As a major competitor’s struggles cause it to enact sweeping fleet and network cuts, a pair of ultra-low-cost carriers – Frontier Airlines and Allegiant Air – are capitalising on the opportunity.
Barry Biffle, Frontier’s chief executive, said during the airline’s earnings call this week that the “competitive landscape is shifting in our favour, with our largest low-fare competitor significantly reducing capacity”.
Spirit Airlines has been cutting cities from its network and reducing capacity by more than 20%, compared with the equivalent period of last year, as it works through its second Chapter 11 financial restructuring in less than 12 months.
With so many discount seats coming off the market, that creates a “more balanced supply-demand environment”, Biffle says.
”This positions us to accelerate key commercial initiatives aimed at driving growth and reinforcing our competitive advantage,” he says. ”Our strategy remains clear: to be the leading low-fare carrier in the top 20 US metros.”
Frontier also expects tailwinds in the form of a strengthened loyalty programme and more premium-oriented products, including the roll-out of first-class seating early in 2026.
For the moment, Frontier has not been exempt from the sector-wide capacity cuts. It reports a year-on-year decline in third-quarter revenue of 4% to $886 million, driven by a 4% decline in capacity.

Looking ahead to the fourth quarter, Frontier expects capacity to be roughly flat with the October-December period of last year.
“Importantly, competitive seat capacity is projected to decline by two percentage points, including significant reductions by Spirit Airlines, which is exiting 36 overlapping routes and reducing frequencies by 30% across 41 others in December,” says James Dempsey, Frontier’s president.
As a result of Spirit’s widespread withdrawal, Frontier expects to enter a new growth phase in 2026.
”To capitalise on emerging opportunities, we announced 42 new routes launching through early 2026, expanding our presence in major metro areas such as Atlanta, Baltimore, Charlotte, Chicago, Dallas/Fort Worth, Detroit, Fort Lauderdale and Houston,” Dempsey says.

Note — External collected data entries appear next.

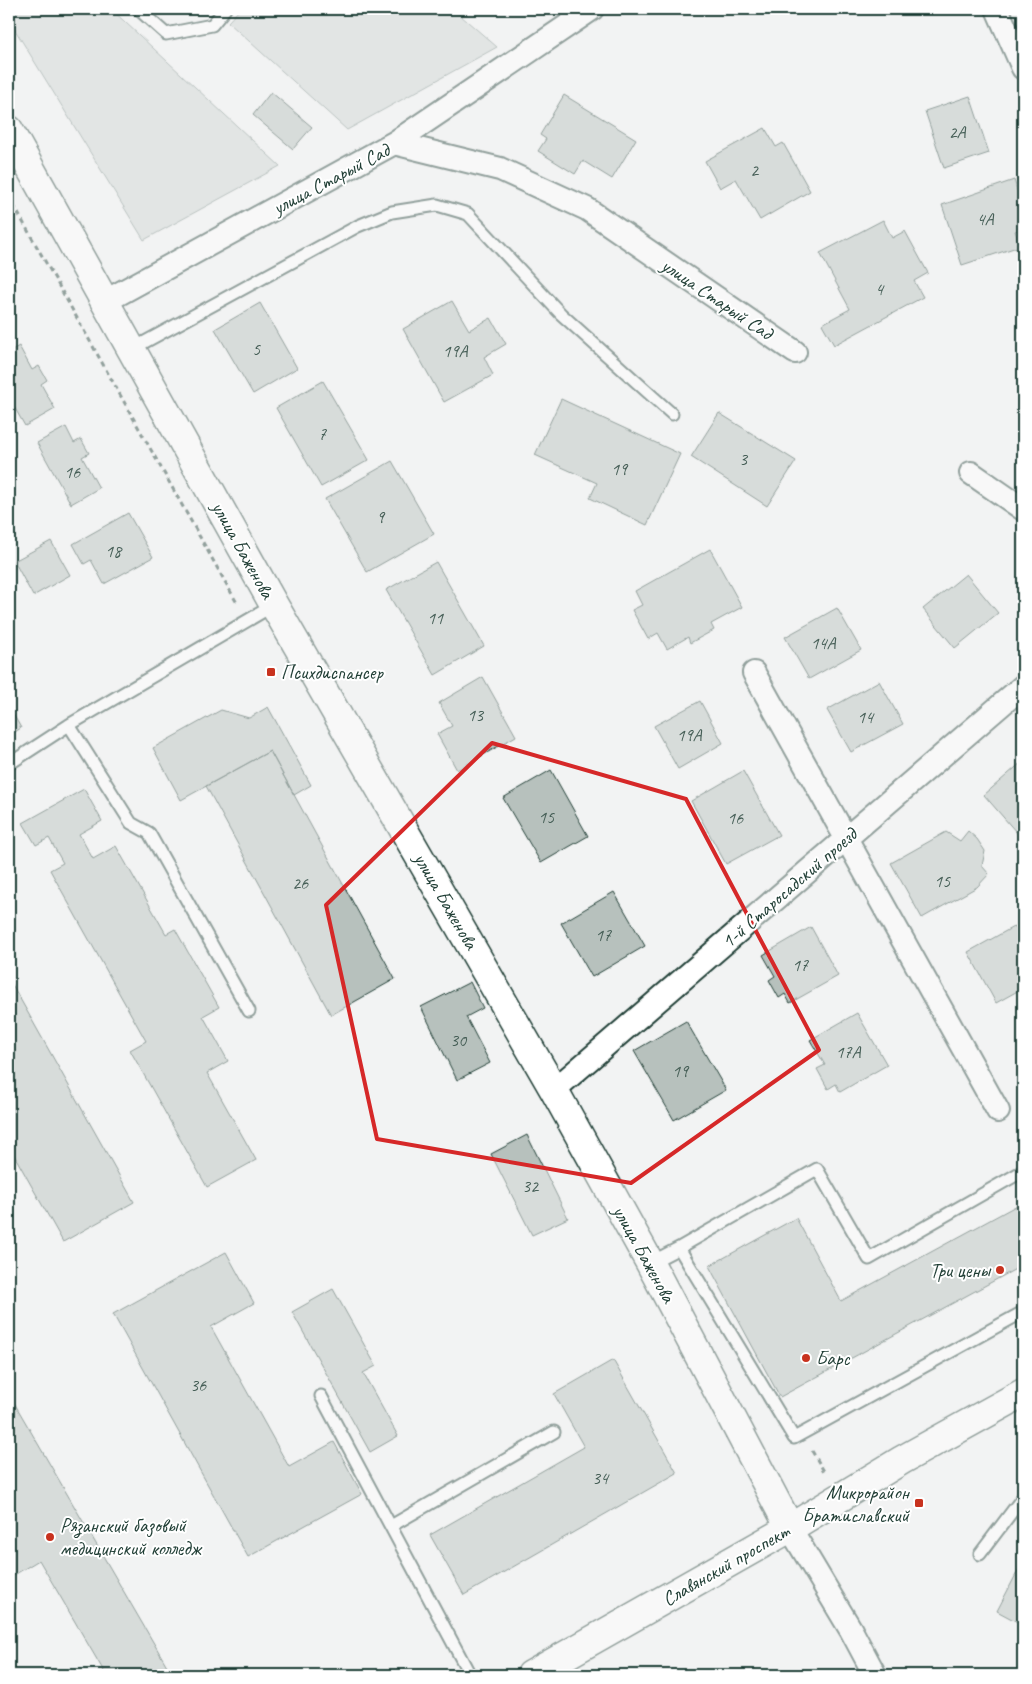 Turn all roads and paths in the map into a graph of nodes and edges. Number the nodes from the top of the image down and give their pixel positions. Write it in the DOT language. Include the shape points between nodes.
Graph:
graph roads {
  1 [pos="138,9"];
  2 [pos="225,9"];
  3 [pos="592,9"];
  4 [pos="997,9"];
  5 [pos="1023,68"];
  6 [pos="11,140"];
  7 [pos="394,143"];
  8 [pos="104,302"];
  9 [pos="131,350"];
  10 [pos="795,352"];
  11 [pos="672,414"];
  12 [pos="971,473"];
  13 [pos="1023,509"];
  14 [pos="274,605"];
  15 [pos="754,673"];
  16 [pos="1023,686"];
  17 [pos="70,725"];
  18 [pos="9,764"];
  19 [pos="846,838"];
  20 [pos="249,1011"];
  21 [pos="554,1090"];
  22 [pos="998,1111"];
  23 [pos="1023,1171"];
  24 [pos="679,1248"];
  25 [pos="650,1263"];
  26 [pos="1023,1312"];
  27 [pos="1023,1393"];
  28 [pos="321,1396"];
  29 [pos="554,1432"];
  30 [pos="1023,1497"];
  31 [pos="391,1526"];
  32 [pos="790,1528"];
  33 [pos="980,1554"];
  34 [pos="470,1675"];
  35 [pos="531,1675"];
  36 [pos="875,1675"];
  1 -- 2 [label="lane" via="166,34 212,25"];
  3 -- 7 [label="street"];
  4 -- 5 [label="street"];
  6 -- 8 [label="street, улица Баженова"];
  7 -- 8 [label="street, улица Старый Сад"];
  7 -- 10 [label="street, улица Старый Сад" via="500,169 587,209"];
  8 -- 9 [label="street, улица Баженова"];
  9 -- 11 [label="lane" via="358,226 392,212 437,205 468,214 561,314"];
  9 -- 14 [label="street, улица Баженова"];
  12 -- 13 [label="street"];
  14 -- 17 [label="lane"];
  14 -- 21 [label="street, улица Баженова"];
  15 -- 19 [label="street"];
  16 -- 19 [label="street, 1-й Старосадский проезд"];
  17 -- 18 [label="lane"];
  17 -- 20 [label="lane" via="131,823 149,833"];
  19 -- 21 [label="street, 1-й Старосадский проезд"];
  19 -- 22 [label="street"];
  21 -- 25 [label="street, улица Баженова"];
  23 -- 24 [label="lane" via="869,1259 817,1169"];
  24 -- 25 [label="lane"];
  24 -- 26 [label="lane" via="794,1438"];
  25 -- 32 [label="street, улица Баженова"];
  27 -- 32 [label="street, Славянский проспект" via="902,1460"];
  28 -- 31 [label="lane"];
  29 -- 31 [label="lane"];
  30 -- 33 [label="lane"];
  31 -- 34 [label="lane"];
  32 -- 35 [label="street, Славянский проспект"];
  32 -- 36 [label="street, улица Баженова"];
}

The carrier is also boosting international operations to sun destinations such as Guatemala, Honduras, Mexico, Turks and Caicos and the Bahamas.
Biffle cautions that a return to growth in the first half of 2026 is no guarantee, as it remains to be seen how competitors react to Spirit’s pull-back and Frontier’s bullish moves.

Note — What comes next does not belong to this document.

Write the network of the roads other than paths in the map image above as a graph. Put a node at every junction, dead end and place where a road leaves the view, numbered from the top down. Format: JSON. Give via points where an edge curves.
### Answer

“We’re watching the competitive situation, and based on how that plays out, we have the ability to flex up or down,” he says. ”We believe there will be opportunities for us in our cost structure to kind of replace that capacity in several places – and, if so, that will dictate growth.”
ALLEGIANT EXPECTS ‘FLATTISH’ 2026 CAPACITY
Allegiant CEO Greg Anderson told Airline Business in September that the industry-wide capacity cuts being enacted in the USA are enabling new opportunities for the Las Vegas-based ULCC, as well.

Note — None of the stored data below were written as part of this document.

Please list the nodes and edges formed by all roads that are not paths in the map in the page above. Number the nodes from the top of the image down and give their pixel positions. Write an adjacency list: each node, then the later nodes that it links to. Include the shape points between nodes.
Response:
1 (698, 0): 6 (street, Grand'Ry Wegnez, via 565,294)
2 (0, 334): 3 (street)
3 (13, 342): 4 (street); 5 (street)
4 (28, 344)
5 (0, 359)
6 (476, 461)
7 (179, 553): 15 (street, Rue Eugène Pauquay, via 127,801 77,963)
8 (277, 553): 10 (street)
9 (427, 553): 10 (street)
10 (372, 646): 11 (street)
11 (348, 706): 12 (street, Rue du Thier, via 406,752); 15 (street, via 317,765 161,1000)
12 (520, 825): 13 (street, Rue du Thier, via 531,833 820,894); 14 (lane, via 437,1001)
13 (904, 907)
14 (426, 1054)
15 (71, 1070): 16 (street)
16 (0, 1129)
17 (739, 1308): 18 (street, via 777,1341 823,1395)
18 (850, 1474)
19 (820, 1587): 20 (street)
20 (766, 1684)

“We have seen capacity reductions in the Vegas market from low-fare carriers, such as Spirit and Frontier, and we are seeing improvement from a margin perspective over the summer of 2024,” Anderson said. “It does have an impact as capacity adjusts and changes.”
But Allegiant is not as aggressive as Frontier in pushing into newly and soon-to-be-vacated markets. Looking ahead to 2026, Anderson envisions a modest approach to capacity, but nothing approaching the cuts underway at Spirit.
“From an industry perspective, carriers are moderating their domestic capacity plans, and we are planning on flattish capacity next year as we drive a higher percentage of peak-day flying,” he said during the company’s 5 November earnings call.
While not anticipating notable capacity growth in 2026, the carrier expects a year-on-year increase in traffic “driven by limited growth, industry supply moderation and revenue initiatives”, says Robert Neal, Allegiant’s chief financial officer who was recently named as the airline’s president.
Like other US carriers with heavy domestic exposure, Allegiant notes a “steady improvement in the demand environment” during the third quarter, with encouraging trends continuing into the final three months of the year.
Anderson says Allegiant recorded a “modest operating loss in what is typically our weakest period of the year”, but at the more-optimistic end of its previously issued guidance range.
Allegiant’s year-on-year revenue growth was roughly flat in the third quarter, at $562 million, with the company posting a net loss of $77 million during the July-October period.
That compares with a $24 million net loss during the same period of last year.
Allegiant expects to operate 16 new Boeing 737 Max 8-200 aircraft by year-end, and for that narrowbody type to produce about 20% of the airline’s passenger capacity for the full year of 2026.